I felt like I was watching the Seinfeld Show. The debate reminded me of the famous episode, in which Jerry and George decide to pitch a situation comedy show to NBC, a show about nothing, about the interactive foibles of daily life, i.e. in the episode George and Jerry share with the audience the premise of the humor of the show they were watching (then America’s most popular). “Debate about nothing” seemed to be the Romney performance strategy last night. Again, as in the first two debates, the Governor moved to the center, but this time he pretended to oppose Obama as he adopted all of Obama’s policies, for better and for worse: on Libya, Syria, Iran, Iraq, Afghanistan, Pakistan and drones. Romney pretended to bury Obama, as he in fact, praised his policies.

Romney expressed his opposition in his body language, in his characterization of Obama’s policies, in name calling, “apology tour” and all, as he supported substantively just about all the policies. Obama’s foreign policies can be and should be criticized by doves and hawks alike, by those who support torture as enhanced interrogation, including Romney until yesterday, and those, including me, who worry about the self-defeating sacrifice of human rights in the name of security, but Romney would have none of this. There is a pressing need for a serious foreign policy debate but Romney had a pitch planned and he professionally delivered it: a potential commander-in-chief, who is not too scary.
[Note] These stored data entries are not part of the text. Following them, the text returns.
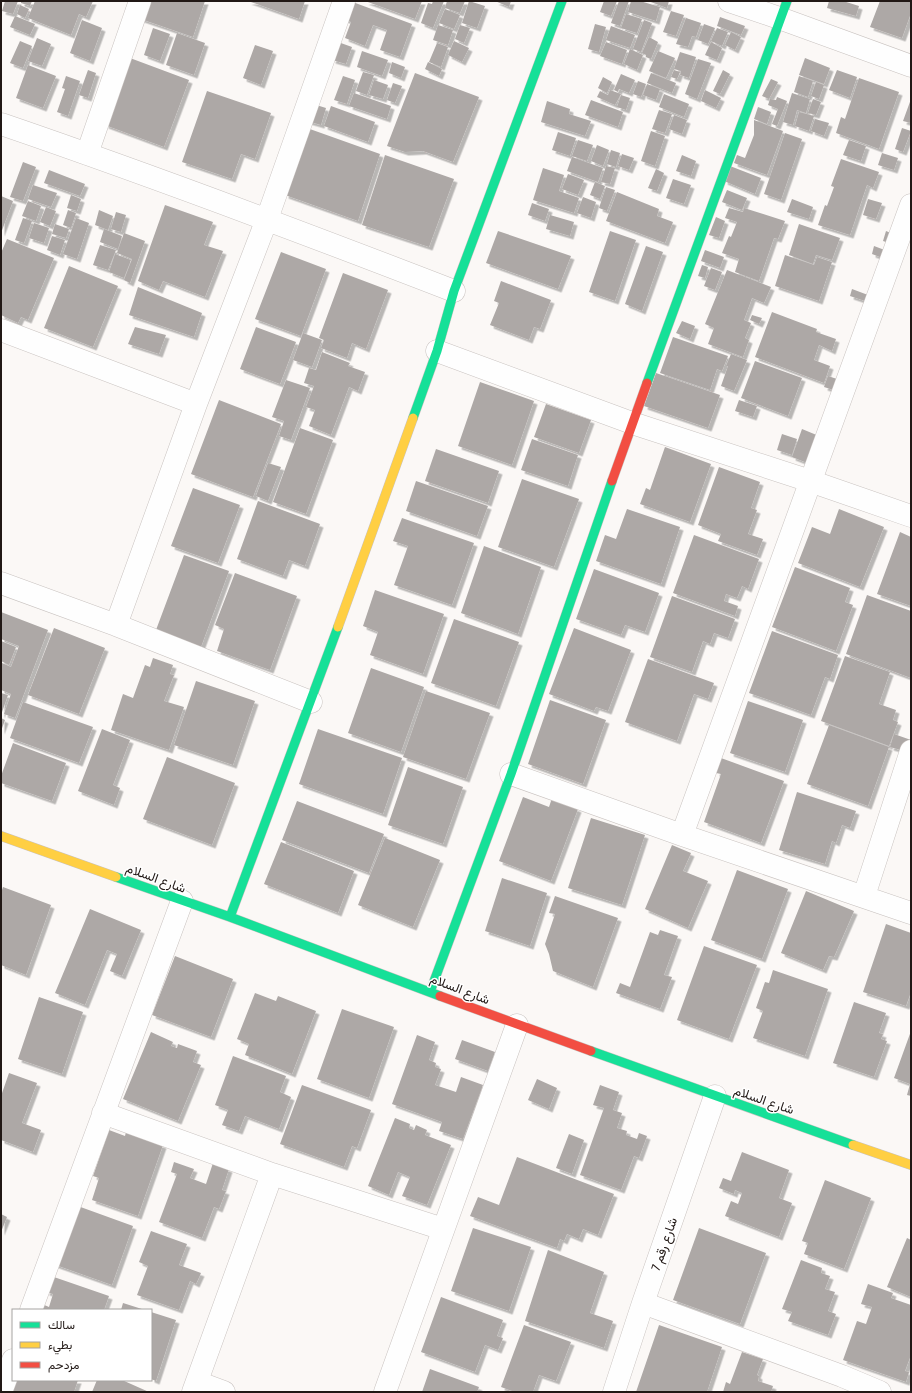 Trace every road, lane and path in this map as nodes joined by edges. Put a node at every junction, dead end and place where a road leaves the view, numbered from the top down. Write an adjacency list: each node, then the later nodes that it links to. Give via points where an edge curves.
1 (140, 1): 8 (street)
2 (344, 1): 10 (street)
3 (562, 1): 11 (street)
4 (729, 1): 5 (street)
5 (785, 10): 6 (street); 15 (street)
6 (911, 66)
7 (1, 124): 8 (street)
8 (87, 154): 10 (street)
9 (911, 205): 16 (street)
10 (266, 219): 11 (street); 14 (street)
11 (454, 291): 13 (street)
12 (1, 330): 14 (street)
13 (437, 351): 15 (street); 20 (street)
14 (196, 404): 19 (street)
15 (632, 423): 16 (street); 22 (street)
16 (810, 481): 17 (street); 23 (street)
17 (911, 516)
18 (1, 583): 19 (street)
19 (116, 625): 20 (street)
20 (311, 702): 28 (street)
21 (911, 752): 25 (street)
22 (510, 774): 23 (street); 29 (street)
23 (682, 835): 25 (street)
24 (1, 836): 26 (street, شارع السلام)
25 (864, 896): 27 (street)
26 (182, 901): 28 (street, شارع السلام); 32 (street)
27 (911, 913)
28 (230, 916): 29 (street, شارع السلام)
29 (430, 992): 30 (street, شارع السلام)
30 (517, 1025): 31 (street, شارع السلام); 35 (street)
31 (715, 1096): 33 (street, شارع السلام); 36 (street, شارع رقم 7)
32 (103, 1113): 34 (street); 37 (street)
33 (911, 1165)
34 (272, 1174): 35 (street); 40 (street)
35 (443, 1229): 43 (street)
36 (643, 1304): 39 (street); 44 (street, شارع رقم 7)
37 (31, 1309)
38 (12, 1363): 41 (street)
39 (839, 1384): 45 (street)
40 (195, 1387): 42 (street)
41 (1, 1392)
42 (224, 1392)
43 (385, 1392)
44 (614, 1392)
45 (880, 1392)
I am impressed by his acting abilities, which did give reasons for some of his supporters and spinners to be pleased last night and leads me to despair about American democracy.

I can’t emphasize enough how strange Romney was, much stranger than George and Jerry. Of the three debates, last night’s was the most peculiar. As with the other two, it was viewed by the audience and by the performers mostly as . . .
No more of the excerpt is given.